Plastics frequently require the addition of additives. Such additives can be for example solid or liquid stabilisers, which in practice are used often not on their own, but together with further auxiliaries, such as lubricants. It is in this respect desirable to summarise relevant liquid and solid products.
Thus, from the German Auslegeschrift No. 1,544,697 is known the method of converting solid, particularly pulverulent, stabilisers, by fusing them together with lubricants, into suitable dust-free mixtures. The German Auslegeschrift No. 1,569,190 discloses a mixture, likewise formed in the melt, of a lubricant with solid stabilizers (component b). A similar mixture of solid, high-melting stabilizers with lubricants is described in the German Auslegeschrift No. 1,542,058.

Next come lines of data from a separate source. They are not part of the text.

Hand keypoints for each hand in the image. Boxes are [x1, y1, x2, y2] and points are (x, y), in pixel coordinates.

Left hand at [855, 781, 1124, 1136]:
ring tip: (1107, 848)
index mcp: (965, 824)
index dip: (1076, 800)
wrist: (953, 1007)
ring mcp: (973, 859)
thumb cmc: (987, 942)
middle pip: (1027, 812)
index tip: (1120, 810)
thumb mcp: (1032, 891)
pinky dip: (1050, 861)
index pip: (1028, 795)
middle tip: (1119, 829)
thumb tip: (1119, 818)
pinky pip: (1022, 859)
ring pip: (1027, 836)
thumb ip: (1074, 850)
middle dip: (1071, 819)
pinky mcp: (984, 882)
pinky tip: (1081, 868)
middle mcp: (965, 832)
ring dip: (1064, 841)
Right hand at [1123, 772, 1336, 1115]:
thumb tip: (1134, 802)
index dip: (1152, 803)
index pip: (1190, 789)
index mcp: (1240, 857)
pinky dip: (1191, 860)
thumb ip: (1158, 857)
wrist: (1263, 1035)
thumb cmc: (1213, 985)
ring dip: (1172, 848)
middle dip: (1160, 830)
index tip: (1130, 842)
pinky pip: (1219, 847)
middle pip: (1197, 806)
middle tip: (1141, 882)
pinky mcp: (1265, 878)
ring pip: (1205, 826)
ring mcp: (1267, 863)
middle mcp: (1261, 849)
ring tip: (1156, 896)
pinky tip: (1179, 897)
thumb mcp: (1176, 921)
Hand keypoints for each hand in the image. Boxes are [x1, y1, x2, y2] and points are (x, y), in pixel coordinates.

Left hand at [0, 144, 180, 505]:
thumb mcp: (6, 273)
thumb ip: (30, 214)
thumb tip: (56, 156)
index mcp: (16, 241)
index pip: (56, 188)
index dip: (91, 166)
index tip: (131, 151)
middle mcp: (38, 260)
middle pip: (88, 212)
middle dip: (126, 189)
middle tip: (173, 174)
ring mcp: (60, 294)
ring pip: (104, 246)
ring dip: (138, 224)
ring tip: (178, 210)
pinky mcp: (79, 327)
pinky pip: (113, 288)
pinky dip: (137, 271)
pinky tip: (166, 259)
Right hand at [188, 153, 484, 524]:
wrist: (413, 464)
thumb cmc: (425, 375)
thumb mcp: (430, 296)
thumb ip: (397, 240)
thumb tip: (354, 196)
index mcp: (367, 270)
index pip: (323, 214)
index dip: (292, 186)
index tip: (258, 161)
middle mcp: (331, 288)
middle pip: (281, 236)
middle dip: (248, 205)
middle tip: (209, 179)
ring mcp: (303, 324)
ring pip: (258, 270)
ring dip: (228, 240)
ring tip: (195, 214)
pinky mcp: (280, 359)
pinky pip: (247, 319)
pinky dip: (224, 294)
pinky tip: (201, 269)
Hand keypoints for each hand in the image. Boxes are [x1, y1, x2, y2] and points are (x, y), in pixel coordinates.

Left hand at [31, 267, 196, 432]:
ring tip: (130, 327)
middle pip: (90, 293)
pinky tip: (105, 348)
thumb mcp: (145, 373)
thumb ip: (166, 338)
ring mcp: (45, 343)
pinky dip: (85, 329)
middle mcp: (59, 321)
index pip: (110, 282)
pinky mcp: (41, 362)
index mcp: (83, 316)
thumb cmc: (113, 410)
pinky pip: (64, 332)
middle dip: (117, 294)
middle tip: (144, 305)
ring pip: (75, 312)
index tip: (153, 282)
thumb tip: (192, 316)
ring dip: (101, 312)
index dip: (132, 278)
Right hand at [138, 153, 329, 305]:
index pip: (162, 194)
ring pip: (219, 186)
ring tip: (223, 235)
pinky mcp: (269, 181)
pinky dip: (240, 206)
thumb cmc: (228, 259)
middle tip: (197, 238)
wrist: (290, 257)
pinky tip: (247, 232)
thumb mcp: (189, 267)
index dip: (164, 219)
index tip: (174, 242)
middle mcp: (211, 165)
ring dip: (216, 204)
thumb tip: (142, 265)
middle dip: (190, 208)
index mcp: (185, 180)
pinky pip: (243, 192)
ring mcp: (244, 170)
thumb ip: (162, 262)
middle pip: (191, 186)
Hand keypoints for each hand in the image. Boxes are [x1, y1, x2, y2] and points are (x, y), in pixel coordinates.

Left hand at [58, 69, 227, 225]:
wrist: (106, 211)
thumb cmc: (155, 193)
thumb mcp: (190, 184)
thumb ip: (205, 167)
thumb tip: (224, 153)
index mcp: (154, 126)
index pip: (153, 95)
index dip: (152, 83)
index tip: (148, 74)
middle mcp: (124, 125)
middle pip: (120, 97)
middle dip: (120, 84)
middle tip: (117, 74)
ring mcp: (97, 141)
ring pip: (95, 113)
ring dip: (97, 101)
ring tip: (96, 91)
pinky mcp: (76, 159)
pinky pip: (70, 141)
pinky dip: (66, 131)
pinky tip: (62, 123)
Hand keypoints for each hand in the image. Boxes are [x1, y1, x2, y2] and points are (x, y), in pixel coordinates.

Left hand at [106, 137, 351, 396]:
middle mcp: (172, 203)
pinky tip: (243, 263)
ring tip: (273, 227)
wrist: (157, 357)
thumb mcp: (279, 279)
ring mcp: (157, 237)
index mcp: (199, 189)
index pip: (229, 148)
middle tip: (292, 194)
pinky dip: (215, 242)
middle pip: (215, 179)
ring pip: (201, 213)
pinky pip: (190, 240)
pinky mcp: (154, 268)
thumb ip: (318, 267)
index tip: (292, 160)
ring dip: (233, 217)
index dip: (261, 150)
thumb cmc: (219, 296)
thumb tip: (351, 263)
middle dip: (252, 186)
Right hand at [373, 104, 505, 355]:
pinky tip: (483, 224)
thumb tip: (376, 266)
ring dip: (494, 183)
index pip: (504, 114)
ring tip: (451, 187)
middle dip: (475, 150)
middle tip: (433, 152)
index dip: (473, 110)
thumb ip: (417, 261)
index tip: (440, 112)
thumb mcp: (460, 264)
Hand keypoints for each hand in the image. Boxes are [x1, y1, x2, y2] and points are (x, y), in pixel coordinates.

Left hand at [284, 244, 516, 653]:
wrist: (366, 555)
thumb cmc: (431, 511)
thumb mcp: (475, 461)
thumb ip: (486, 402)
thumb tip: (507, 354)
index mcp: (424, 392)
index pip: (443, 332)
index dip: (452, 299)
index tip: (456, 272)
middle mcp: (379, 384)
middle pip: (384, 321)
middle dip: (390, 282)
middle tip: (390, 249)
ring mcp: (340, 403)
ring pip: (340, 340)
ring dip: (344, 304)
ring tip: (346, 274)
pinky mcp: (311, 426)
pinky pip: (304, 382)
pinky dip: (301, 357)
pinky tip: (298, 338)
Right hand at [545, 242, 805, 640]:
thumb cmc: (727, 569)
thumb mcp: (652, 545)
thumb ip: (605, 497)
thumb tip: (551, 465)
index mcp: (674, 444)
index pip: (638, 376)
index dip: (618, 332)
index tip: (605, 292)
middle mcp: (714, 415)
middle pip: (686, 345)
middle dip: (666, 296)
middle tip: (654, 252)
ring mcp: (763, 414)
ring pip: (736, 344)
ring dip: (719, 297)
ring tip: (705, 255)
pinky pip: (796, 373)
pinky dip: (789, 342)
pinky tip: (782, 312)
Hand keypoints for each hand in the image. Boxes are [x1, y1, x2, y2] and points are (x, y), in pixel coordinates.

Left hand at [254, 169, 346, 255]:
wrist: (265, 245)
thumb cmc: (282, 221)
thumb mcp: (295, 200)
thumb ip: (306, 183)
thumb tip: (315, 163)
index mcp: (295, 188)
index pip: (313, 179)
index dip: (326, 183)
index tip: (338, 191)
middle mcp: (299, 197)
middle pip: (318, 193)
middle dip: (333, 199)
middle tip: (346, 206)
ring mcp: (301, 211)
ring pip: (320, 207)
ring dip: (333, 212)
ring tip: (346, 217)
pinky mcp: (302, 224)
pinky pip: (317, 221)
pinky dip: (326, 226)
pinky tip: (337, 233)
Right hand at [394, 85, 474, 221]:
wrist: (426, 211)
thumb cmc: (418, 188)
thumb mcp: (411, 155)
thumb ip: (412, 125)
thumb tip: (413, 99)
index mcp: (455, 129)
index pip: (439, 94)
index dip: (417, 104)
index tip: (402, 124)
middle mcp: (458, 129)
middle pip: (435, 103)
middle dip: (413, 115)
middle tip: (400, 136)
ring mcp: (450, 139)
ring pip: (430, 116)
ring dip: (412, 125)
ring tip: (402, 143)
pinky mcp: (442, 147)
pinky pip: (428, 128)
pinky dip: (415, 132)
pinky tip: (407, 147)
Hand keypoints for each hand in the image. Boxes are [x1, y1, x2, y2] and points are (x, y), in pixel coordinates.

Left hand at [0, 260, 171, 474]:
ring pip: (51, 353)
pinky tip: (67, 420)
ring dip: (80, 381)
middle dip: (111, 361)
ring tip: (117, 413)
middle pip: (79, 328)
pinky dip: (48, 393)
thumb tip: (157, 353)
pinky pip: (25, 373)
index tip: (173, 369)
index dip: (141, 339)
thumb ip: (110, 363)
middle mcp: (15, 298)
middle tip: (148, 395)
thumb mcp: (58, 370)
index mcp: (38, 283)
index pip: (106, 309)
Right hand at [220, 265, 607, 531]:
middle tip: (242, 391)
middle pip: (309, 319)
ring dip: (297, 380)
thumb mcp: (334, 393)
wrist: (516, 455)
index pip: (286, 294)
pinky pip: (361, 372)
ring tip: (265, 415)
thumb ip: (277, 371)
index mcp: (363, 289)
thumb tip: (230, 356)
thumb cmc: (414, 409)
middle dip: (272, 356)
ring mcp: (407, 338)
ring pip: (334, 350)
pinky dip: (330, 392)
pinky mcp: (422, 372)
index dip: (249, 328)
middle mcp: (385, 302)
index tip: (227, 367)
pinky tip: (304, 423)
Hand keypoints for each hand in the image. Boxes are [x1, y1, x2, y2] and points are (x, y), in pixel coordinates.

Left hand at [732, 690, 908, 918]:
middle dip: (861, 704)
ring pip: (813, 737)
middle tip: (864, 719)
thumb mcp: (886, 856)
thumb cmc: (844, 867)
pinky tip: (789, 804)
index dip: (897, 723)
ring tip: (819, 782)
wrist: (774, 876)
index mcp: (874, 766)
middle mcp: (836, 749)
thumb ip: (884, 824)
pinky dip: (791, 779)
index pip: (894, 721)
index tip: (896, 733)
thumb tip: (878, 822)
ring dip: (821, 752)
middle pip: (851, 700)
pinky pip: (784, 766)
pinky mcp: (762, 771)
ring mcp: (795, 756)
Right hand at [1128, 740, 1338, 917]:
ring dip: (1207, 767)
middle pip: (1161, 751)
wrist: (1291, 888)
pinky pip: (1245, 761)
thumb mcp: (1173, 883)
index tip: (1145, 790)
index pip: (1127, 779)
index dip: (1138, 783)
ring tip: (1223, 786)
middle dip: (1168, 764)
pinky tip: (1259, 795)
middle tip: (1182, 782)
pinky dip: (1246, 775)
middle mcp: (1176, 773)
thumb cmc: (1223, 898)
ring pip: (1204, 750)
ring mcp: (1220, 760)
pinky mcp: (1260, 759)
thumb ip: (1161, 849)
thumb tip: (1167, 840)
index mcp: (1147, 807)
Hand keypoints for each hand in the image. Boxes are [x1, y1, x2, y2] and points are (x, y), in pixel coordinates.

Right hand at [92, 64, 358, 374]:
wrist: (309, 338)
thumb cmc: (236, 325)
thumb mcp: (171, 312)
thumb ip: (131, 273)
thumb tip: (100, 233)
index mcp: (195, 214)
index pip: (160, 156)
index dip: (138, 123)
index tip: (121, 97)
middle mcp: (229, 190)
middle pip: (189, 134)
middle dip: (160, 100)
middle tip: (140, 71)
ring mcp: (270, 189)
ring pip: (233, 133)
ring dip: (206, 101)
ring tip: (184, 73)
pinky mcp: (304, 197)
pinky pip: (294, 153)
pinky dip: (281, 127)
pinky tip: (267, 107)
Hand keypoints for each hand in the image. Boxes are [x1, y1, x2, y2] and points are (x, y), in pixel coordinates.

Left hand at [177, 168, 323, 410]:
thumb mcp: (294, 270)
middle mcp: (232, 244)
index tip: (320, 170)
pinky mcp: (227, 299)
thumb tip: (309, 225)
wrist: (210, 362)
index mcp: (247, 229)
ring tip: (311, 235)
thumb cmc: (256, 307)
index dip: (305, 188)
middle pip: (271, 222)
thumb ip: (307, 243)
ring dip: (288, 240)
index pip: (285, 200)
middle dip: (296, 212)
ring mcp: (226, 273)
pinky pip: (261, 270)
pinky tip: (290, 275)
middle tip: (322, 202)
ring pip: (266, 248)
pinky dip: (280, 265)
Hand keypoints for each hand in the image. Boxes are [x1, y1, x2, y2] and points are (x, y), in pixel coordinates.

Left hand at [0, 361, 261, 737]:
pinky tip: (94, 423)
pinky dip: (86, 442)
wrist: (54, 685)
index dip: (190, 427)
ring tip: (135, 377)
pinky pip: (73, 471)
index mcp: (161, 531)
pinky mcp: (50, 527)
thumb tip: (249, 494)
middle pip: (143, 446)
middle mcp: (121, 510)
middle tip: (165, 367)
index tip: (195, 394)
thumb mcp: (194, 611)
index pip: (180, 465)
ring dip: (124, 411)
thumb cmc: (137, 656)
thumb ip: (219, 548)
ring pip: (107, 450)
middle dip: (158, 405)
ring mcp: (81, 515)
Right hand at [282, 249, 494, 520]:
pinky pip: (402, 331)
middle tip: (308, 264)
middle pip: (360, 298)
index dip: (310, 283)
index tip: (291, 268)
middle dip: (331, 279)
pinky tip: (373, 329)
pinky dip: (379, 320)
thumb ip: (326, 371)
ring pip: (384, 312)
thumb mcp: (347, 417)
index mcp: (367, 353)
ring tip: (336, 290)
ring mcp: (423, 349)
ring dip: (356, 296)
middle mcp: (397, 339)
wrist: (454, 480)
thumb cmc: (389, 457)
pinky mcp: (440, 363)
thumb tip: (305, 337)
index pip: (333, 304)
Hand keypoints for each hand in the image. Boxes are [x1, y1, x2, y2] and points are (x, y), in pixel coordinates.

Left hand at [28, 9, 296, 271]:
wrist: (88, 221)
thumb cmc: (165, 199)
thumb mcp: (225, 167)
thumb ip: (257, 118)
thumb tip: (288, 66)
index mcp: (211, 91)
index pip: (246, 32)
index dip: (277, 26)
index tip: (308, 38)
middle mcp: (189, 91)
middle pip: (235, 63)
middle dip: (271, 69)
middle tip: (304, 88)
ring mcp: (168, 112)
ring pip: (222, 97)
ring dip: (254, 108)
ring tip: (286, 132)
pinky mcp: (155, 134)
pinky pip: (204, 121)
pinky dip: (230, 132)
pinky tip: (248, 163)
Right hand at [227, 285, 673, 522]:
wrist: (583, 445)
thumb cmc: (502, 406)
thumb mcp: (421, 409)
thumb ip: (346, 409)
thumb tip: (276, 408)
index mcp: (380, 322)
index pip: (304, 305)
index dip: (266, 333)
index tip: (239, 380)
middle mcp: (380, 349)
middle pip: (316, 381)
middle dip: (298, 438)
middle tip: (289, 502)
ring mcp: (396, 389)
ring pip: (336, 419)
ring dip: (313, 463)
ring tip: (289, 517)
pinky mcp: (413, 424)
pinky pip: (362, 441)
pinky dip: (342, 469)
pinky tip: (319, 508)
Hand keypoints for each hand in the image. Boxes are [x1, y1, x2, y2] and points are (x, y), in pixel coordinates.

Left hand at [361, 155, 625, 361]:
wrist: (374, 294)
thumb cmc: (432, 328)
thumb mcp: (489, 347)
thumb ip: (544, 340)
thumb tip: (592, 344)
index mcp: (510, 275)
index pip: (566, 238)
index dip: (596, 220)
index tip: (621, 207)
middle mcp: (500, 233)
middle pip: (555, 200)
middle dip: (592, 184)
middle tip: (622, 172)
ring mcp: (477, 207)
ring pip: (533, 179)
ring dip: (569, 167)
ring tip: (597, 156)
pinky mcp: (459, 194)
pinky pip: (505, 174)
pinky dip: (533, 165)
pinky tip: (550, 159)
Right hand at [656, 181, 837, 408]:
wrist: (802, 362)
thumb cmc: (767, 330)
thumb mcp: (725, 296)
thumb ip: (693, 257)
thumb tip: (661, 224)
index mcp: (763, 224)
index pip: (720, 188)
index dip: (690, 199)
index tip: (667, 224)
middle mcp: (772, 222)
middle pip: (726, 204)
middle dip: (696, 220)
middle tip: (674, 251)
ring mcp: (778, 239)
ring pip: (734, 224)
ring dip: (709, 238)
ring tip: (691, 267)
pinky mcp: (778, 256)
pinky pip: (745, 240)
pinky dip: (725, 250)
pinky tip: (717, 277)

Whereas therefore practicable suggestions have been made for combinations of solid stabilisers with lubricants, the combination of liquid stabilisers with solid lubricants has not hitherto been satisfactorily achieved. Liquid additives have thus so far been converted by absorption onto carrier substances, such as porous fillers or resins, into the solid form. This method has however the disadvantage that further additives find their way into the plastics material, a factor which is not always desirable, which frequently constitutes unnecessary filler material, and which can render necessary, for example, a renewed application for obtaining approval from the health authorities.
Various procedures for introducing requisite additives, including stabilizers, lubricants, pigments and fillers, into halogenated polymers such as poly(vinyl chloride), PVC, are described in U.S. Pat. Nos. 4,040,996 and 4,040,997. Among these is the concept of premixing a melted wax lubricant and stabilizer to form a homogeneous melt followed by cooling said melt. Unfortunately the resulting mixture is found to be an unsatisfactory semi-solid paste, difficult to handle in any practical way. Additionally the liquid stabilizer tends to migrate to the surface and to separate from the wax after only a few days storage. These patents point out that it has not been found possible to make a sufficiently complete and uniform mixture of additives and wax lubricants which can be handled in existing equipment and facilities to assure that each portion of the mixture chosen for mixing with a batch of PVC will have the same proportions of the different additives. This is a critical problem since some additives are used in the stabilized PVC in very low concentrations, such as 0.1 parts per hundred parts of resin.
Recognizing these inherent problems, U.S. Pat. No. 4,040,996 and 4,040,997 teach the use of aqueous emulsions of processing lubricants and stabilizers to coat the surface of selected pigments, fillers and mixtures thereof followed by evaporation of the water of the emulsion as a route to overcome the aforementioned difficulties with semi-solid paste mixtures of wax lubricants and PVC stabilizers.